--- WHAT TO DO ---
Filter the listing below down to the lines containing the word "above".

-- -- --

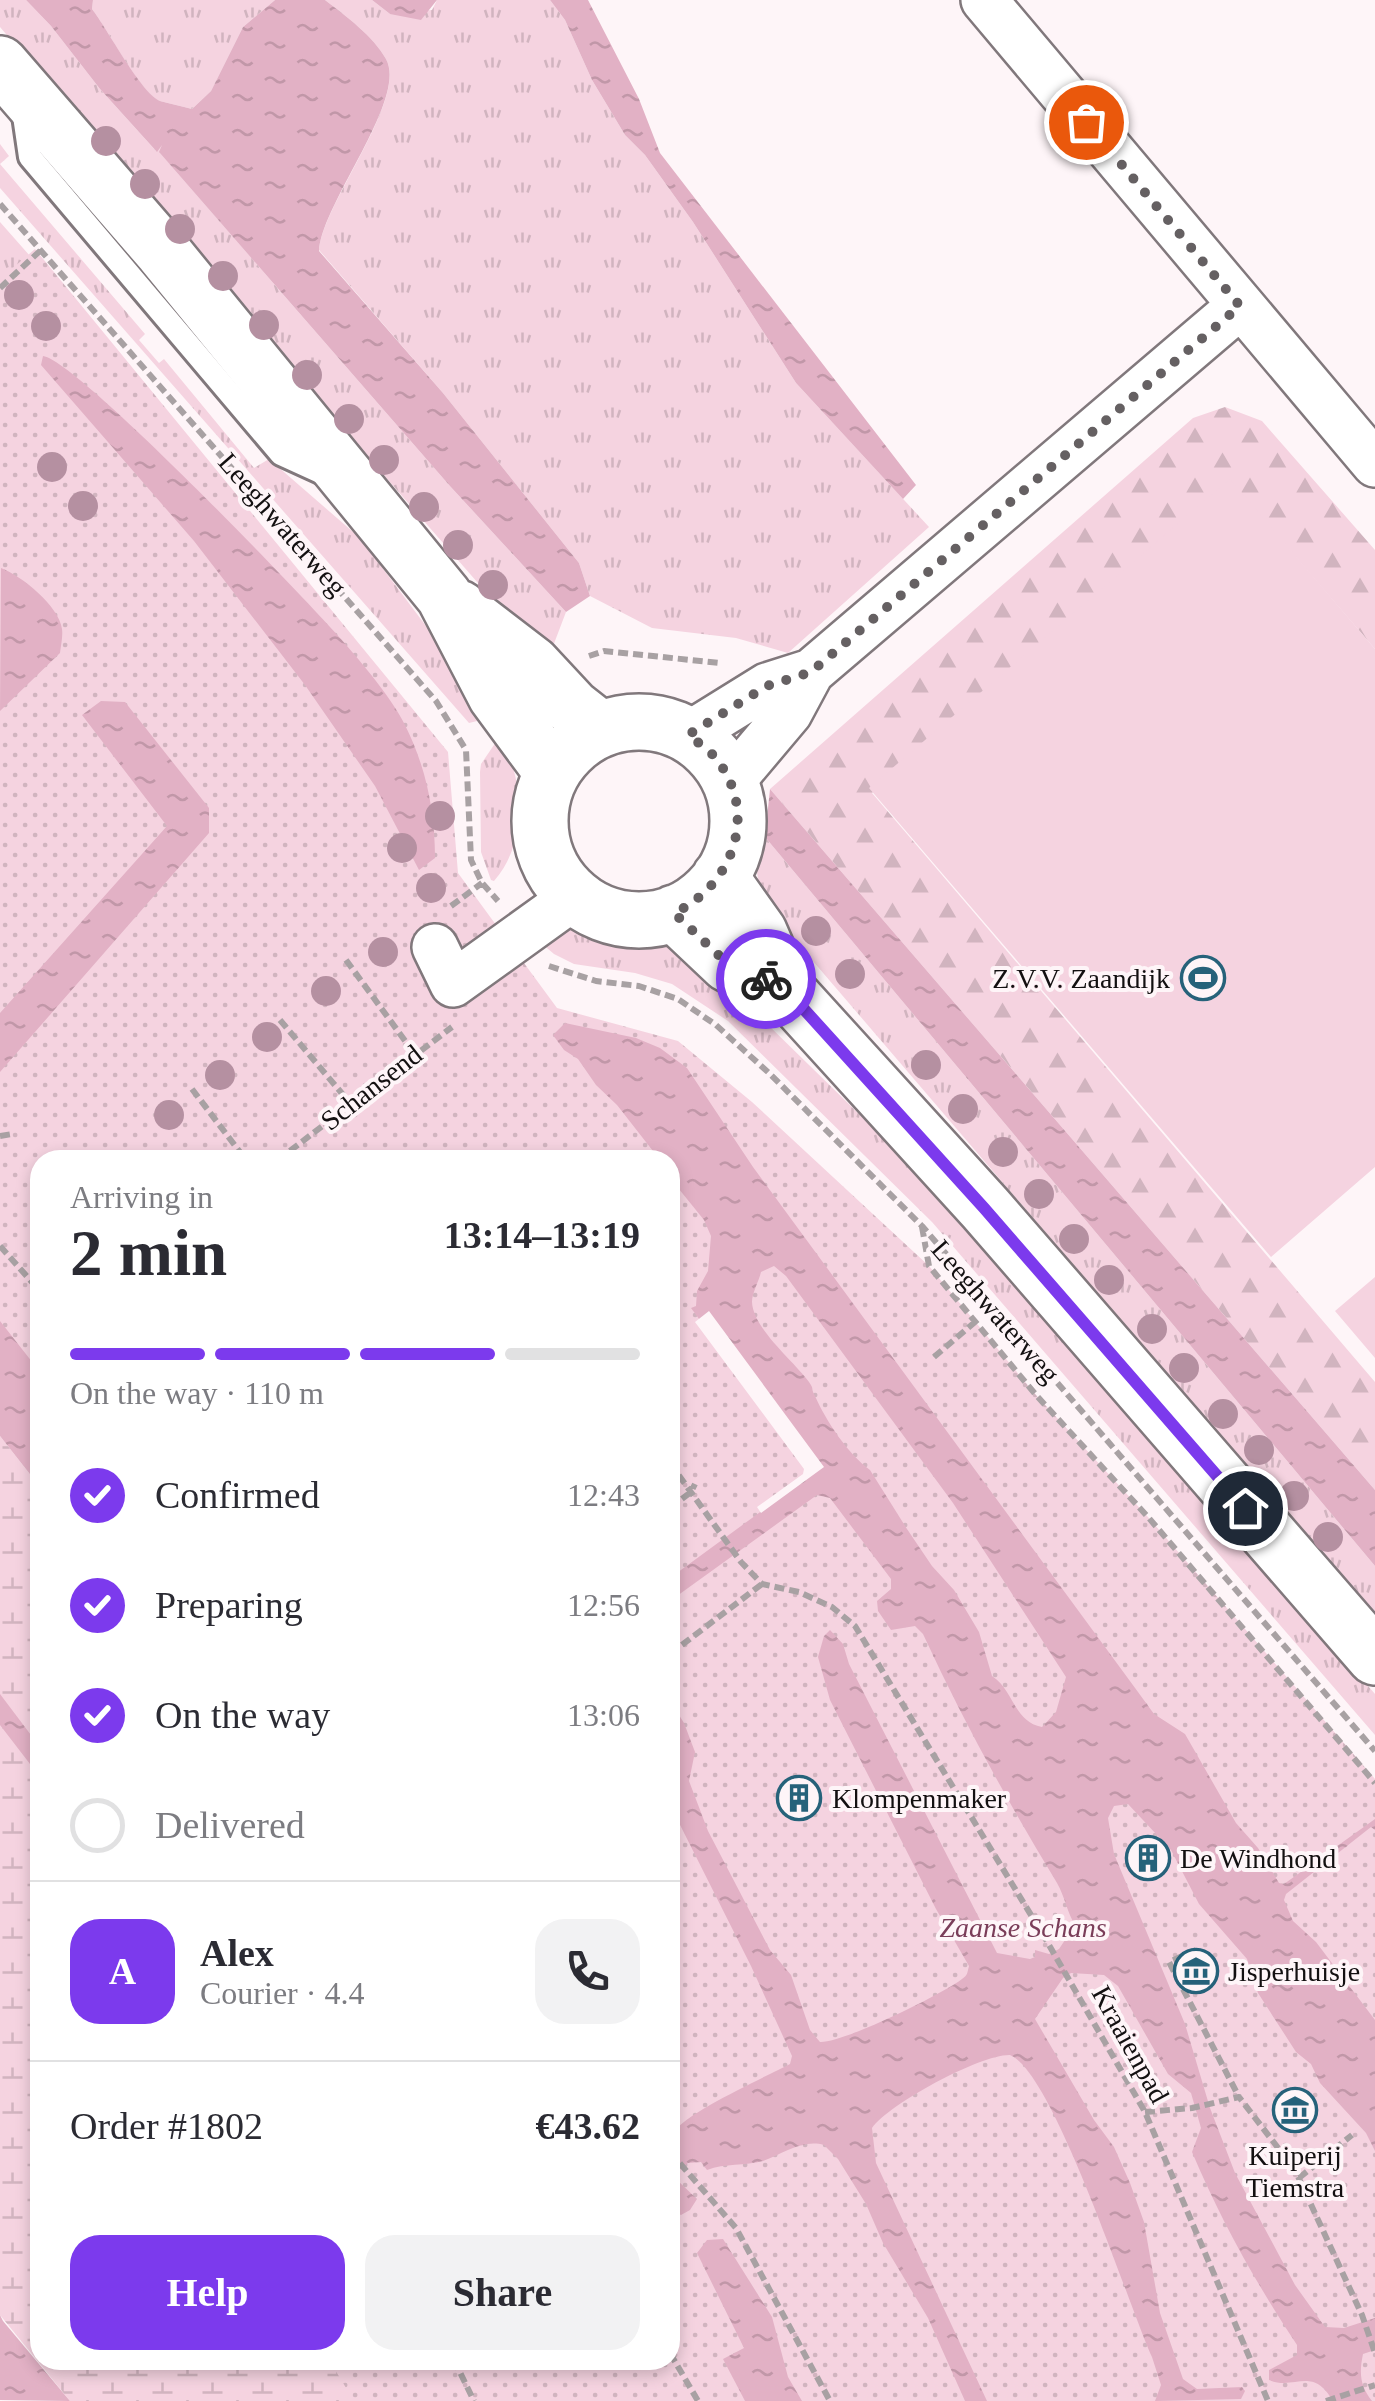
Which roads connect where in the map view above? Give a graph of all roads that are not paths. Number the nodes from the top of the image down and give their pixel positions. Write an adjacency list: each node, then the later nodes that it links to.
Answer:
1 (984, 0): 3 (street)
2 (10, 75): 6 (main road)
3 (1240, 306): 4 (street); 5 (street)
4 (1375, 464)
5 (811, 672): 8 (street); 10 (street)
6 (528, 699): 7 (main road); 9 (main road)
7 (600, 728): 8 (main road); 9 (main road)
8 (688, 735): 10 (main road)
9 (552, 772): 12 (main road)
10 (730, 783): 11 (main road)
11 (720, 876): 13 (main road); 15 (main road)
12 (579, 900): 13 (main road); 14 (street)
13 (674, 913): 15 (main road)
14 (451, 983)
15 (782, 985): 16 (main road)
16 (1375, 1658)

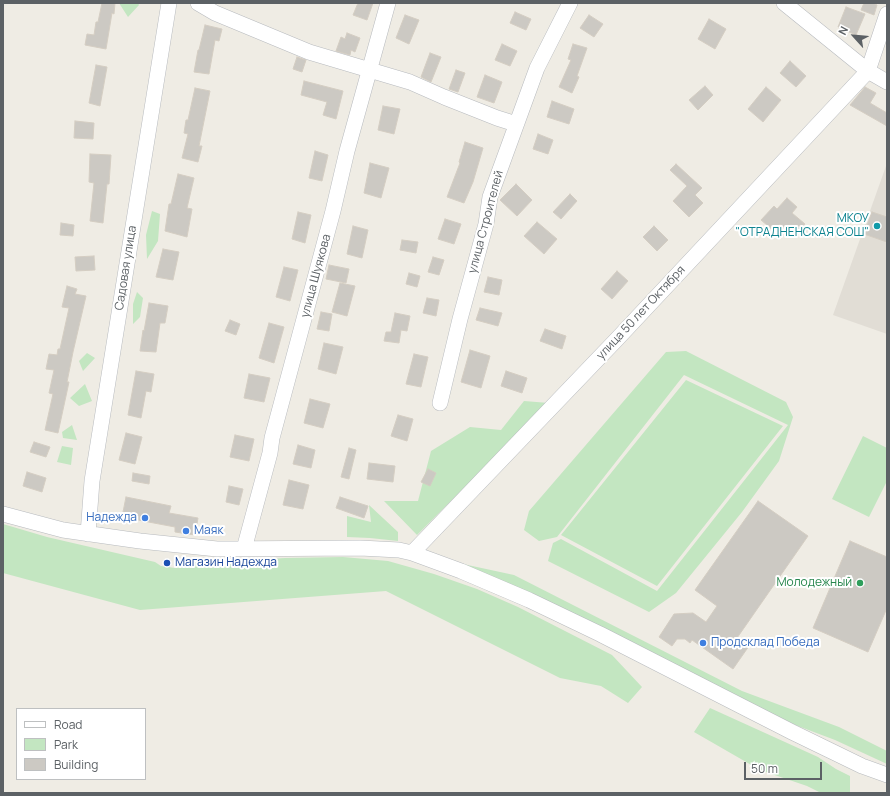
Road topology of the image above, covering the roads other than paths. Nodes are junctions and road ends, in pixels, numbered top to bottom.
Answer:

-- -- --

--- WRITTEN RESPONSE ---
Which roads connect where in the map view above? Give a graph of all roads that are not paths. Number the nodes from the top of the image down and give their pixel positions. Write an adjacency list: each node, then the later nodes that it links to.
Road topology of the image above, covering the roads other than paths. Nodes are junctions and road ends, in pixels, numbered top to bottom.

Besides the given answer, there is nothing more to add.